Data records
——
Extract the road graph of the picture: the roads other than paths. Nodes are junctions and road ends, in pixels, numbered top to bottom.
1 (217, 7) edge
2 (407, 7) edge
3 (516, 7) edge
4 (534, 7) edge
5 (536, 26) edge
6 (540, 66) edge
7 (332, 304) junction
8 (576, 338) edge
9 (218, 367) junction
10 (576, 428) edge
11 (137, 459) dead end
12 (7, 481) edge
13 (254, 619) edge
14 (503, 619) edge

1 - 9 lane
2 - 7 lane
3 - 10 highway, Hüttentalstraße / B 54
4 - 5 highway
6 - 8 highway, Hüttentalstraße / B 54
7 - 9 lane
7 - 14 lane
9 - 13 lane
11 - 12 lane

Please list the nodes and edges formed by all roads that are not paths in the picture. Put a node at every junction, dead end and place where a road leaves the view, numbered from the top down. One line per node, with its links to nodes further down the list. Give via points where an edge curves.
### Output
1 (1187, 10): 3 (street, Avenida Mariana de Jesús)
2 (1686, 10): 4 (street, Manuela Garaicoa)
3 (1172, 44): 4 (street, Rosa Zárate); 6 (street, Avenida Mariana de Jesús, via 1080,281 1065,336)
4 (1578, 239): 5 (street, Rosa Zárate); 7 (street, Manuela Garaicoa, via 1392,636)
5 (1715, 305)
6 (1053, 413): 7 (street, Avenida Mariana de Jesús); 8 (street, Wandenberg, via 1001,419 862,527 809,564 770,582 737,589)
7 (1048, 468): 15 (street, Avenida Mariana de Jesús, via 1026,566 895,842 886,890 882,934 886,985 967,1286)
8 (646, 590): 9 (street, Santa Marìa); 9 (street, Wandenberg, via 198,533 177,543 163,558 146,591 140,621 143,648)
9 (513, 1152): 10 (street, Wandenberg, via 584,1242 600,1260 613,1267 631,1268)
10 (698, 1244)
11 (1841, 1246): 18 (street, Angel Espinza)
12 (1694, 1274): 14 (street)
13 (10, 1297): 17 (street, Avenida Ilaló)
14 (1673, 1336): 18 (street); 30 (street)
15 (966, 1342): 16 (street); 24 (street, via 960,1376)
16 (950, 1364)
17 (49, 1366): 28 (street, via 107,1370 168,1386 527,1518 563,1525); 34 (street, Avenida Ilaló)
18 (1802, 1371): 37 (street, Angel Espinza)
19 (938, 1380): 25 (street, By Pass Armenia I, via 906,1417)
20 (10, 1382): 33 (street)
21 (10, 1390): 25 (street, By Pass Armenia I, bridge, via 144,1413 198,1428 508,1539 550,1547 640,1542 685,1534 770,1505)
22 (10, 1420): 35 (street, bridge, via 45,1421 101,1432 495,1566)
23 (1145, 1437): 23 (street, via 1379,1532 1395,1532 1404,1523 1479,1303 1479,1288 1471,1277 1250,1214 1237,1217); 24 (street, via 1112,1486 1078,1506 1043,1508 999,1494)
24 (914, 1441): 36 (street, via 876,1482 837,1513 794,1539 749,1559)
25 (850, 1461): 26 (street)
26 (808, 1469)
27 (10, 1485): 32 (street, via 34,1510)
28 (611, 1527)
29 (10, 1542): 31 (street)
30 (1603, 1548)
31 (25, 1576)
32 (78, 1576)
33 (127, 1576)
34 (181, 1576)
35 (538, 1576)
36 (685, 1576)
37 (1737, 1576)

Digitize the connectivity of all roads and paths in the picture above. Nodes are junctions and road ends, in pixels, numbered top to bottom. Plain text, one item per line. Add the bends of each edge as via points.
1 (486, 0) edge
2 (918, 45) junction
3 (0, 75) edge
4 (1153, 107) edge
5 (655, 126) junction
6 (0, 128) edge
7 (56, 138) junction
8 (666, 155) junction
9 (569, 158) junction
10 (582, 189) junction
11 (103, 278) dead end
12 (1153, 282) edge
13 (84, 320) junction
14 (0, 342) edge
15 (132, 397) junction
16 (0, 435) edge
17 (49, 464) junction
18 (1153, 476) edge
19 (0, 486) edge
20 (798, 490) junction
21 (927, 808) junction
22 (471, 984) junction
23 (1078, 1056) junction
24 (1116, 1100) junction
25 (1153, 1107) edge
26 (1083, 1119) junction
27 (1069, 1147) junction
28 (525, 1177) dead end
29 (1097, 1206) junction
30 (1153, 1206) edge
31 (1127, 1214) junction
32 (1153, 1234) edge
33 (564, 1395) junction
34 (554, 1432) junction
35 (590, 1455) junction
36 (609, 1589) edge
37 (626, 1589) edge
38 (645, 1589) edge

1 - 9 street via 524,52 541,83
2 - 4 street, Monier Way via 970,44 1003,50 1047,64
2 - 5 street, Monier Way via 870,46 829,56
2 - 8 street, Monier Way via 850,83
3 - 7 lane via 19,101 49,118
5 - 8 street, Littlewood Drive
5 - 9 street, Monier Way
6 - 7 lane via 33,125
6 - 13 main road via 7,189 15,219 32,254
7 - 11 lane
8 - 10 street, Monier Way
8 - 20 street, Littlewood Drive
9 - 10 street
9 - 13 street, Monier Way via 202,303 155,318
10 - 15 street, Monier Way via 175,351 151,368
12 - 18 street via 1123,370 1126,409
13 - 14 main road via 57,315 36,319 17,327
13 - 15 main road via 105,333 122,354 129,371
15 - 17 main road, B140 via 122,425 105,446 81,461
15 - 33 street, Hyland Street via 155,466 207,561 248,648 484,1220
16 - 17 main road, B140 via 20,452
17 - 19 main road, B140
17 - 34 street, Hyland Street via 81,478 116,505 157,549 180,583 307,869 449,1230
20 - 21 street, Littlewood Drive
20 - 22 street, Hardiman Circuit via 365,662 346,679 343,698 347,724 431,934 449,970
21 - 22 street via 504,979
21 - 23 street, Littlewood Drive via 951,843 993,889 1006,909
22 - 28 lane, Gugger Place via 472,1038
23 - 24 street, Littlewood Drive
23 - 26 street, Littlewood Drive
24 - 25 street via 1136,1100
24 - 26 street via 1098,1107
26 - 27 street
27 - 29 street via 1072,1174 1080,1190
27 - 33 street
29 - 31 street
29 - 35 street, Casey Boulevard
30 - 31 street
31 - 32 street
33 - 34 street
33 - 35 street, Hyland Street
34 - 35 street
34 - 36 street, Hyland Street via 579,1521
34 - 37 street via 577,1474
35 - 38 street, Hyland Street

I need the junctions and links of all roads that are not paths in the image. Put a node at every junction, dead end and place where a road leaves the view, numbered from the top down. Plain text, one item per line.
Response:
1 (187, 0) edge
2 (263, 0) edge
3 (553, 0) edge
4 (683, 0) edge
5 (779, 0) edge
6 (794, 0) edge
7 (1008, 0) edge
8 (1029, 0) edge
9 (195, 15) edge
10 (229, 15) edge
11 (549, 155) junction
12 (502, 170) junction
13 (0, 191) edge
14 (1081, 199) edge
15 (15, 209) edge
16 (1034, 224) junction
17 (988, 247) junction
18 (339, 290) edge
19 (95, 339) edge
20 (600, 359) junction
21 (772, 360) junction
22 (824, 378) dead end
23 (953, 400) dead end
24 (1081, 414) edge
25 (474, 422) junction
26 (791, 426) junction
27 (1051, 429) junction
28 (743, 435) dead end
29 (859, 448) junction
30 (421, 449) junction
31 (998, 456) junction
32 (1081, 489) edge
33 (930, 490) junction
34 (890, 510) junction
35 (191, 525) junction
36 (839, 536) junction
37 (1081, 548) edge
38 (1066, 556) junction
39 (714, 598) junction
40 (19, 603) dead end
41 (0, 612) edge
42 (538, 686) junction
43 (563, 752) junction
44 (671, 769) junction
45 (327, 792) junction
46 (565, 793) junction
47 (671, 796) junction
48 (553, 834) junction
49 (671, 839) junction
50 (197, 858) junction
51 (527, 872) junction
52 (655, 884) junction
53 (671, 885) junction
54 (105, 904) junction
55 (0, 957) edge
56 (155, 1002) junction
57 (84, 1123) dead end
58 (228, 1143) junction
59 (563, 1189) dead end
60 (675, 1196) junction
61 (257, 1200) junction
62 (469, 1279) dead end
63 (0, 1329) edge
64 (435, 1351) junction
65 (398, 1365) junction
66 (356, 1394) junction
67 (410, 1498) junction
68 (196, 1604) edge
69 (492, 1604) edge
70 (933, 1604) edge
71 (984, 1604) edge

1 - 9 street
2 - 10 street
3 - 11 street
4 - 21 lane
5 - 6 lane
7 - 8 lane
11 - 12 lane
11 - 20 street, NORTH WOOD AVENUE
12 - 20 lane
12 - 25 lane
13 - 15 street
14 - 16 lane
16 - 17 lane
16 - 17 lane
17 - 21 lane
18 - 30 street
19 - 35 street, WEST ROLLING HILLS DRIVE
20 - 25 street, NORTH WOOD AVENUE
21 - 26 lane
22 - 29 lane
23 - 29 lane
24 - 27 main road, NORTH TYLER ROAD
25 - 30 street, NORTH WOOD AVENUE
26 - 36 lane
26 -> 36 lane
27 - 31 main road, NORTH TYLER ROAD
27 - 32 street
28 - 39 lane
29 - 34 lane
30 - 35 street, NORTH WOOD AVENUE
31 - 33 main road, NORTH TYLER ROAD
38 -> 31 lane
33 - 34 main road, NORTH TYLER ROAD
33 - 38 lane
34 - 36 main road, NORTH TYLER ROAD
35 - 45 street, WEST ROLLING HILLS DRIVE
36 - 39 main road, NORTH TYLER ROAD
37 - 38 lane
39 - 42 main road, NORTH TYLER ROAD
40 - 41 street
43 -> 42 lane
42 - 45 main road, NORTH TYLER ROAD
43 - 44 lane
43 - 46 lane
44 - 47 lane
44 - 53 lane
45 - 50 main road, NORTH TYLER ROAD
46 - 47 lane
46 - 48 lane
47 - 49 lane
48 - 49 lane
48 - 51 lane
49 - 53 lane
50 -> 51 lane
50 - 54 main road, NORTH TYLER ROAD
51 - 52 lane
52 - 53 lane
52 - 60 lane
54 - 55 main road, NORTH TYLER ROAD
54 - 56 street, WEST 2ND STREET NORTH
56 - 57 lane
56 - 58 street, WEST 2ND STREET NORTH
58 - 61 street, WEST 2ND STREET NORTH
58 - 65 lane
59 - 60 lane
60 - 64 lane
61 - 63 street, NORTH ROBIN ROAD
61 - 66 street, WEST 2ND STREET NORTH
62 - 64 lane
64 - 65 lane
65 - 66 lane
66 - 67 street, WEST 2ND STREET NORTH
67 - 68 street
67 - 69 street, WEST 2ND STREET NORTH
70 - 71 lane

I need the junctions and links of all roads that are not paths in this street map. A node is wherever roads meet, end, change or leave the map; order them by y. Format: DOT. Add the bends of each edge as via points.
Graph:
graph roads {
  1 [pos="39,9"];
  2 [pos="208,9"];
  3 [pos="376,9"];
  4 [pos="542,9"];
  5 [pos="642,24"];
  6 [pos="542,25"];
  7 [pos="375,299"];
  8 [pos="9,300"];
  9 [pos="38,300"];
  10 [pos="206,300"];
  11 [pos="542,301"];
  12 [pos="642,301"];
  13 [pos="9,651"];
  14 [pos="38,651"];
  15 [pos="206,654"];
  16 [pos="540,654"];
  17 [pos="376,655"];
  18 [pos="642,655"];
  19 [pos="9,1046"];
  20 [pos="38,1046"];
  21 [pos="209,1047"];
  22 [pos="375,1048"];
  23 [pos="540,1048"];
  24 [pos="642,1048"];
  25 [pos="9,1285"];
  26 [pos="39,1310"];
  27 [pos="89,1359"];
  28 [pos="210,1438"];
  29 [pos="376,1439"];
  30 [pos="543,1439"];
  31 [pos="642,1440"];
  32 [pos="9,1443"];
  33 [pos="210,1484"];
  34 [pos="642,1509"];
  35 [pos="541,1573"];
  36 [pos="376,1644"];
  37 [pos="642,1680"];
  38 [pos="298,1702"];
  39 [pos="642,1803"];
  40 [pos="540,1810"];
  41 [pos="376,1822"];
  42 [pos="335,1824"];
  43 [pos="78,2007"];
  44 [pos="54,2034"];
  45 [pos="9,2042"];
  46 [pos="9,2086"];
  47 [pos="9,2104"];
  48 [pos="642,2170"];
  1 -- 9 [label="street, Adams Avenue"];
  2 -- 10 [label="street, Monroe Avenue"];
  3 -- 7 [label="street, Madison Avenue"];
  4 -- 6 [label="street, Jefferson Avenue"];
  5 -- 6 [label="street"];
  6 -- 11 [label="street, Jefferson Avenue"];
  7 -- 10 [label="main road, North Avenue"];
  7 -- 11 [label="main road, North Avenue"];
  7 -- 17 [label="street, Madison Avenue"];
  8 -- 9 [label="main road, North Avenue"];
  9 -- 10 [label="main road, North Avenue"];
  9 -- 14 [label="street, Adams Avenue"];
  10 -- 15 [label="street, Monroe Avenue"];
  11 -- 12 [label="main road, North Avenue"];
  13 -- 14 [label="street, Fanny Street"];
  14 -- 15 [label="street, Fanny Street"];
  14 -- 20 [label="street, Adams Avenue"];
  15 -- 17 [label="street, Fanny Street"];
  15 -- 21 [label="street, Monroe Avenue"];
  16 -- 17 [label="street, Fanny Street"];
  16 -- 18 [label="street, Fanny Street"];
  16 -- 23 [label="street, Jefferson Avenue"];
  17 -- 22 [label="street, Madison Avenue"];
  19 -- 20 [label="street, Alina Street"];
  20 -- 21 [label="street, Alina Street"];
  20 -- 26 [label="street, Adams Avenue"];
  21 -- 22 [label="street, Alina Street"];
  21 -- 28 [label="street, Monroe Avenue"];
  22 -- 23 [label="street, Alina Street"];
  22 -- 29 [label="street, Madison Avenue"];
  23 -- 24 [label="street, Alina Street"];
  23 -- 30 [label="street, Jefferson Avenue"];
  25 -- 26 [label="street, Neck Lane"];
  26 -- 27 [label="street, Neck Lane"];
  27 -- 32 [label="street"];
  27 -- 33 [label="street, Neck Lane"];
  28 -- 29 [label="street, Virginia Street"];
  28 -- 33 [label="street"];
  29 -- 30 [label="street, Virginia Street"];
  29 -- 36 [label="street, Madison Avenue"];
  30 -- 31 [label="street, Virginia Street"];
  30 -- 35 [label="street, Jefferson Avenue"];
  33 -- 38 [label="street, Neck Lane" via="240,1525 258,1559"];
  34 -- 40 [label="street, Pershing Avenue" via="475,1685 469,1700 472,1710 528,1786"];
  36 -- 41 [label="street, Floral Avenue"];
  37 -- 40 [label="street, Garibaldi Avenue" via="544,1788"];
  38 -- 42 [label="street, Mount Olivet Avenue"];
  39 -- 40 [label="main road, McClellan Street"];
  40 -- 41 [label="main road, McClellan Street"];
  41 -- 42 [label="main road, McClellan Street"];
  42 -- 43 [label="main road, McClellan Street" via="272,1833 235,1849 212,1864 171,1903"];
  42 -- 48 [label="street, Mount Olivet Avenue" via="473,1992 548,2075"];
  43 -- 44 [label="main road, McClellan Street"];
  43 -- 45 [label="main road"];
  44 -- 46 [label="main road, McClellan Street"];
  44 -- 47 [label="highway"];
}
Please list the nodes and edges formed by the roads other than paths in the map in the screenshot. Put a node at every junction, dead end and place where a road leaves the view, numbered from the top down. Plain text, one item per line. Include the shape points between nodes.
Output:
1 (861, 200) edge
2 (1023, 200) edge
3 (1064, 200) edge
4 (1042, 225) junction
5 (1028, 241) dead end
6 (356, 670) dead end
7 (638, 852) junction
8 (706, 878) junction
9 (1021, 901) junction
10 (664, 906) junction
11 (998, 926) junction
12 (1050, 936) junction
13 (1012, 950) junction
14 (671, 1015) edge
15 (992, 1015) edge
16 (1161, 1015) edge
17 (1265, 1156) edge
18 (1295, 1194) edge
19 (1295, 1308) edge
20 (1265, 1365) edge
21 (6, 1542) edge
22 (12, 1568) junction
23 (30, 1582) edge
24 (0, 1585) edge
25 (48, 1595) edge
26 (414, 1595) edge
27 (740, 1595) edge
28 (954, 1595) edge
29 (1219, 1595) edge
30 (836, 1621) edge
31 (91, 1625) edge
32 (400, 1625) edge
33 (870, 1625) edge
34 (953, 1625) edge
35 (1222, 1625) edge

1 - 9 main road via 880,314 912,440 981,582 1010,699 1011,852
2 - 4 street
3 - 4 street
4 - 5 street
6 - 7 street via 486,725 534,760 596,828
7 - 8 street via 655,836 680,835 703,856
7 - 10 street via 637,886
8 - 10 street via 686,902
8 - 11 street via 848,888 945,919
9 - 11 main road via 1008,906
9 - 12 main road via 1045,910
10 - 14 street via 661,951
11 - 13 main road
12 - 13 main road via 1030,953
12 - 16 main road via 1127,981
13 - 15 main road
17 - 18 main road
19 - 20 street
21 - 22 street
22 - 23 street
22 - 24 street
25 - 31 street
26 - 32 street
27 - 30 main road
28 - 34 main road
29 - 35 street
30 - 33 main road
——
* _The problem_: Exactly the lines from the one containing "Please list the nodes and edges formed by the" through the last line of the records are to be transcribed, both endpoints included.

* _The completed task_:
Please list the nodes and edges formed by the roads other than paths in the map in the screenshot. Put a node at every junction, dead end and place where a road leaves the view, numbered from the top down. Plain text, one item per line. Include the shape points between nodes.
Output:
1 (861, 200) edge
2 (1023, 200) edge
3 (1064, 200) edge
4 (1042, 225) junction
5 (1028, 241) dead end
6 (356, 670) dead end
7 (638, 852) junction
8 (706, 878) junction
9 (1021, 901) junction
10 (664, 906) junction
11 (998, 926) junction
12 (1050, 936) junction
13 (1012, 950) junction
14 (671, 1015) edge
15 (992, 1015) edge
16 (1161, 1015) edge
17 (1265, 1156) edge
18 (1295, 1194) edge
19 (1295, 1308) edge
20 (1265, 1365) edge
21 (6, 1542) edge
22 (12, 1568) junction
23 (30, 1582) edge
24 (0, 1585) edge
25 (48, 1595) edge
26 (414, 1595) edge
27 (740, 1595) edge
28 (954, 1595) edge
29 (1219, 1595) edge
30 (836, 1621) edge
31 (91, 1625) edge
32 (400, 1625) edge
33 (870, 1625) edge
34 (953, 1625) edge
35 (1222, 1625) edge

1 - 9 main road via 880,314 912,440 981,582 1010,699 1011,852
2 - 4 street
3 - 4 street
4 - 5 street
6 - 7 street via 486,725 534,760 596,828
7 - 8 street via 655,836 680,835 703,856
7 - 10 street via 637,886
8 - 10 street via 686,902
8 - 11 street via 848,888 945,919
9 - 11 main road via 1008,906
9 - 12 main road via 1045,910
10 - 14 street via 661,951
11 - 13 main road
12 - 13 main road via 1030,953
12 - 16 main road via 1127,981
13 - 15 main road
17 - 18 main road
19 - 20 street
21 - 22 street
22 - 23 street
22 - 24 street
25 - 31 street
26 - 32 street
27 - 30 main road
28 - 34 main road
29 - 35 street
30 - 33 main road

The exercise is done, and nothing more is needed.